U.S. federal health authorities are drawing controversy after overhauling children's vaccination policy to sharply reduce the number of diseases for which vaccination is recommended. The move is being viewed as the most radical policy change since Robert Kennedy Jr. took office as Minister of the Ministry of Health and Welfare.

Yonhap News

According to the New York Times (NYT) on the 5th (local time), the Ministry of Health and Welfare accepted a vaccination recommendation that reduces from 17 to 11 the number of diseases for which vaccination is recommended for all children and ordered the Centers for Disease Control and Prevention (CDC) to implement it. Because this recommendation critically affects state policies and school admission requirements, the ripple effects are expected to be significant.

Under the new recommendation, the CDC classified children's vaccinations into three categories: ▲ vaccinations recommended for all children ▲ vaccinations recommended for specific high-risk individuals and groups ▲ vaccinations based on shared clinical decision-making. Of these, the "vaccinations recommended for all children" total 11, including ▲ measles ▲ rubella ▲ polio ▲ pertussis.

By contrast, ▲ hepatitis A ▲ hepatitis B ▲ meningococcus ▲ dengue fever ▲ respiratory syncytial virus (RSV) are recommended only for high-risk groups. In addition, ▲ rotavirus ▲ COVID-19 ▲ influenza are expected to be recommended only when a physician's judgment is involved. For the HPV vaccine, the number of doses is reduced from two to one.

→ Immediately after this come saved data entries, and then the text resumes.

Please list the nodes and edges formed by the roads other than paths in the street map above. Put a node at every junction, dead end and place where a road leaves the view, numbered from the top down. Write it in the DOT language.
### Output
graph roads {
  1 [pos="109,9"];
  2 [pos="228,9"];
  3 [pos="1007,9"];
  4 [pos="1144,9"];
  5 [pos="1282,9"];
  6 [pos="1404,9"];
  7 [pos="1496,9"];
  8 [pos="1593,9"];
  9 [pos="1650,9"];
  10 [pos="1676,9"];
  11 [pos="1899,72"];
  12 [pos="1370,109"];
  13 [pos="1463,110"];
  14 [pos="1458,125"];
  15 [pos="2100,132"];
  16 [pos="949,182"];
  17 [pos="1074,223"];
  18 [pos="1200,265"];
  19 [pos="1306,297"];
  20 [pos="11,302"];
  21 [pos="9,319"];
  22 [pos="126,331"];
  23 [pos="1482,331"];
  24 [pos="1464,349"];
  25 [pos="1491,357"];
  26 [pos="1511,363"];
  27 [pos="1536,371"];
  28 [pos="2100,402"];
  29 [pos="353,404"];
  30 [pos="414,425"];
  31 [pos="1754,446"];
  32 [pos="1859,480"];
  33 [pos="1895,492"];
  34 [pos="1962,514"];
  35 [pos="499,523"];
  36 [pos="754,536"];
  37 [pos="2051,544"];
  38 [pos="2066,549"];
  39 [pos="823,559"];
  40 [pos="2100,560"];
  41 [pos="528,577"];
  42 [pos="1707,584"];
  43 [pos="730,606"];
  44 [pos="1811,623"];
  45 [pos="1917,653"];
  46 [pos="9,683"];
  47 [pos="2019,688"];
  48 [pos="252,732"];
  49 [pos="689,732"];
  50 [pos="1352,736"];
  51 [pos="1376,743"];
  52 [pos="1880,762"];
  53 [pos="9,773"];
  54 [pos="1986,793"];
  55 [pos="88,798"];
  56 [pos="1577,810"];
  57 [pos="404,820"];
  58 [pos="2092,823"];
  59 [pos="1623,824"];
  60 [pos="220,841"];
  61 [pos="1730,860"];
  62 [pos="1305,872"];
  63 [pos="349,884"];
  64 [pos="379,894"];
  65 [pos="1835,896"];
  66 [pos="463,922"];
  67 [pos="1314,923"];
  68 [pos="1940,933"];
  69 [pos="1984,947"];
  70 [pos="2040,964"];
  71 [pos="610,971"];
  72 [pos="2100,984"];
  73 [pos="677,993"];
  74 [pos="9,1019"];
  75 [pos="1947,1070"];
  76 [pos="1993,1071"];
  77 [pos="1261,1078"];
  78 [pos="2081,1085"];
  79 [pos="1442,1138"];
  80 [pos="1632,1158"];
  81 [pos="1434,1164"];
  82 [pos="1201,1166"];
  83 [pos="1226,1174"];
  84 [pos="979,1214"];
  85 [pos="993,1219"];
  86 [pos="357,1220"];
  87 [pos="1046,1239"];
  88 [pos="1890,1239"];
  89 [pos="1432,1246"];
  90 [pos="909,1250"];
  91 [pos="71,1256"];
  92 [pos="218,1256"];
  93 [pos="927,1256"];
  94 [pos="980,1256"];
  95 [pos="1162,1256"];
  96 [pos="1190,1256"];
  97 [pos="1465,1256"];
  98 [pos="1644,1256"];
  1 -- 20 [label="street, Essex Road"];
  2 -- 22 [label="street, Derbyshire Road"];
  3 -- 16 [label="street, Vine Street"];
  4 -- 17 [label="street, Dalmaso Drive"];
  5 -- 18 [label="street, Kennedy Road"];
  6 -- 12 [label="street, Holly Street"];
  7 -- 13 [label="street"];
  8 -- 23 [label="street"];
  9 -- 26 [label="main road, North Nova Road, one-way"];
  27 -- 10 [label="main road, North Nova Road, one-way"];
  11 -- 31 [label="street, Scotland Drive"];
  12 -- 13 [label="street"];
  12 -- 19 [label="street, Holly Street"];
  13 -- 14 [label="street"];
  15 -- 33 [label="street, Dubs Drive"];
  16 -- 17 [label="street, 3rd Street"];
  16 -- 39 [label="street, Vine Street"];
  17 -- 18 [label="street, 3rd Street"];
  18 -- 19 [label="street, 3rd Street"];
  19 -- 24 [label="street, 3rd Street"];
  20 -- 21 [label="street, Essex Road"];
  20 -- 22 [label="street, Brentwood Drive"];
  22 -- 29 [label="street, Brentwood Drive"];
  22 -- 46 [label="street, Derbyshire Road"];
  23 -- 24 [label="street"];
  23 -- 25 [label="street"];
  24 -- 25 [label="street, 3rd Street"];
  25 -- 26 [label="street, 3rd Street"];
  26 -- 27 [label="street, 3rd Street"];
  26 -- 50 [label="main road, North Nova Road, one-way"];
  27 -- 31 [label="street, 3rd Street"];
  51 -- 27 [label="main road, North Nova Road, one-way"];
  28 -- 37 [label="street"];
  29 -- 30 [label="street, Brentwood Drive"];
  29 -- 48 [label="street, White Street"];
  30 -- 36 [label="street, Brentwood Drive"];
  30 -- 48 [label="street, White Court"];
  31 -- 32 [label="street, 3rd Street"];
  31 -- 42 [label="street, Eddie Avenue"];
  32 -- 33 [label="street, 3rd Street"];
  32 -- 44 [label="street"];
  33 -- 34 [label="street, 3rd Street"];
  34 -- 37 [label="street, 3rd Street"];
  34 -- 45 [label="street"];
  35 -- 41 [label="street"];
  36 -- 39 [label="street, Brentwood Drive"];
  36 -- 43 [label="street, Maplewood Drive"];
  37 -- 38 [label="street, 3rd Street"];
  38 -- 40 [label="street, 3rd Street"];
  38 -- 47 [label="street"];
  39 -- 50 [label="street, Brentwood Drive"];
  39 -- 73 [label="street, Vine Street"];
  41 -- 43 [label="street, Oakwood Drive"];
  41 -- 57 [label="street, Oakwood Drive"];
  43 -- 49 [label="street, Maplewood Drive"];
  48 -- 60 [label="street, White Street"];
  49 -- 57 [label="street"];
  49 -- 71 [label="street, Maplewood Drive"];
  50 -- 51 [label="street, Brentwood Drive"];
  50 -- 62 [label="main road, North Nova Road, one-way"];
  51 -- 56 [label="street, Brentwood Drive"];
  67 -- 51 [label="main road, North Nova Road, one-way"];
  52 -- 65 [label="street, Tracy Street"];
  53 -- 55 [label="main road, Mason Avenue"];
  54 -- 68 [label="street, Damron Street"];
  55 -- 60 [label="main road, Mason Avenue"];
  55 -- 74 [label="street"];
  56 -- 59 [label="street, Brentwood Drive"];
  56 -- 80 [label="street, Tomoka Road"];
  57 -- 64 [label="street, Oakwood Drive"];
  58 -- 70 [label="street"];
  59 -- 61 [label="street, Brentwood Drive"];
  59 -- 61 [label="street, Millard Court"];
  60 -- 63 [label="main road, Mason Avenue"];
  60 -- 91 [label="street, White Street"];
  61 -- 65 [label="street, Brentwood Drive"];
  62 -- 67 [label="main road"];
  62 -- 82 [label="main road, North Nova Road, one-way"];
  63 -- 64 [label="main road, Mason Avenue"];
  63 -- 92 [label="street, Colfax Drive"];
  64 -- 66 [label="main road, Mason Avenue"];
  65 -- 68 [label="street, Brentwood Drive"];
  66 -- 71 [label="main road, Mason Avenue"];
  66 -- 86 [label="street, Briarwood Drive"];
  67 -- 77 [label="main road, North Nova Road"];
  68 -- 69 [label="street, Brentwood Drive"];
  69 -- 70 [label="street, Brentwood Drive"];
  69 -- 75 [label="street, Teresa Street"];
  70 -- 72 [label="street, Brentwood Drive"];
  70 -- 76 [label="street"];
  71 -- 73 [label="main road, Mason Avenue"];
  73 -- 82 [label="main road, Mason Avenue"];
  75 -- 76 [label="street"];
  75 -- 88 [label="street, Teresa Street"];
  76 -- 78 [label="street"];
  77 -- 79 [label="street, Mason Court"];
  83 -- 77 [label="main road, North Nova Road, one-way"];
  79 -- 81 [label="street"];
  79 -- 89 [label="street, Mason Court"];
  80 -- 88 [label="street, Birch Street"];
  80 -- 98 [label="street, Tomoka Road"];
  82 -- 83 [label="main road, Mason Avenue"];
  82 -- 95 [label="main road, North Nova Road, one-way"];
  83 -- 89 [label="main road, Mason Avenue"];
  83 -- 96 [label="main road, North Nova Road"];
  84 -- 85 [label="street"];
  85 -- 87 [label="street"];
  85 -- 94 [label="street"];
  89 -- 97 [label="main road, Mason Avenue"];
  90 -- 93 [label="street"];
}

The Ministry of Health and Welfare says the policy change was made under U.S. President Donald Trump's directive to readjust the recommendations with reference to vaccination policies in advanced countries. Minister Kennedy said, "Through cases in Germany, Denmark, and Japan, we adjusted the schedule to align with international consensus and strengthened transparency and choice," adding, "This is a decision to protect children and restore trust in public health."

The medical community immediately pushed back. Helen Chu, a professor at the University of Washington School of Medicine, said, "This sudden reversal of the nationwide childhood vaccine schedule is unnecessary and dangerous and will threaten children's health," noting, "Vaccination rates are already falling as parents are confused about vaccine safety."

In fact, in the United States, vaccination-related policies have been repealed or eased one after another since the inauguration of Minister Kennedy, an so-called "vaccine skeptic," and vaccination rates have continued to decline. As a result, the number of measles cases in the United States last year hit a record high since 1993, and by the end of this month the United States may lose the "measles elimination" status it has maintained since 2000. The incidence of vaccine-preventable infectious diseases such as pertussis has also reportedly risen rapidly in recent years.

There are also claims of procedural flaws in the decision-making. The previous vaccination recommendations were developed after comprehensive review—based on investigations by an independent federal advisory committee—of vaccine efficacy, risks, and timing, but in this overhaul those procedures were effectively skipped, pushing ahead without sufficient concrete data and expert input.

On this point, Sean O'Leary, chair of the American Academy of Pediatrics (AAP) Committee on Infectious Diseases, criticized, "A situation in which the federal government cannot provide reliable information about vaccines will lead to tragic suffering." The AAP said it will release its own vaccination recommendations separate from the government's action.

Legal controversy also appears inevitable. Richard Hughes, a vaccine law expert and professor at George Washington University, said, "Under the Administrative Procedure Act, federal agencies must have sufficient grounds for major policy changes," adding, "The key is whether a clear reason has been presented to overturn existing expert recommendations."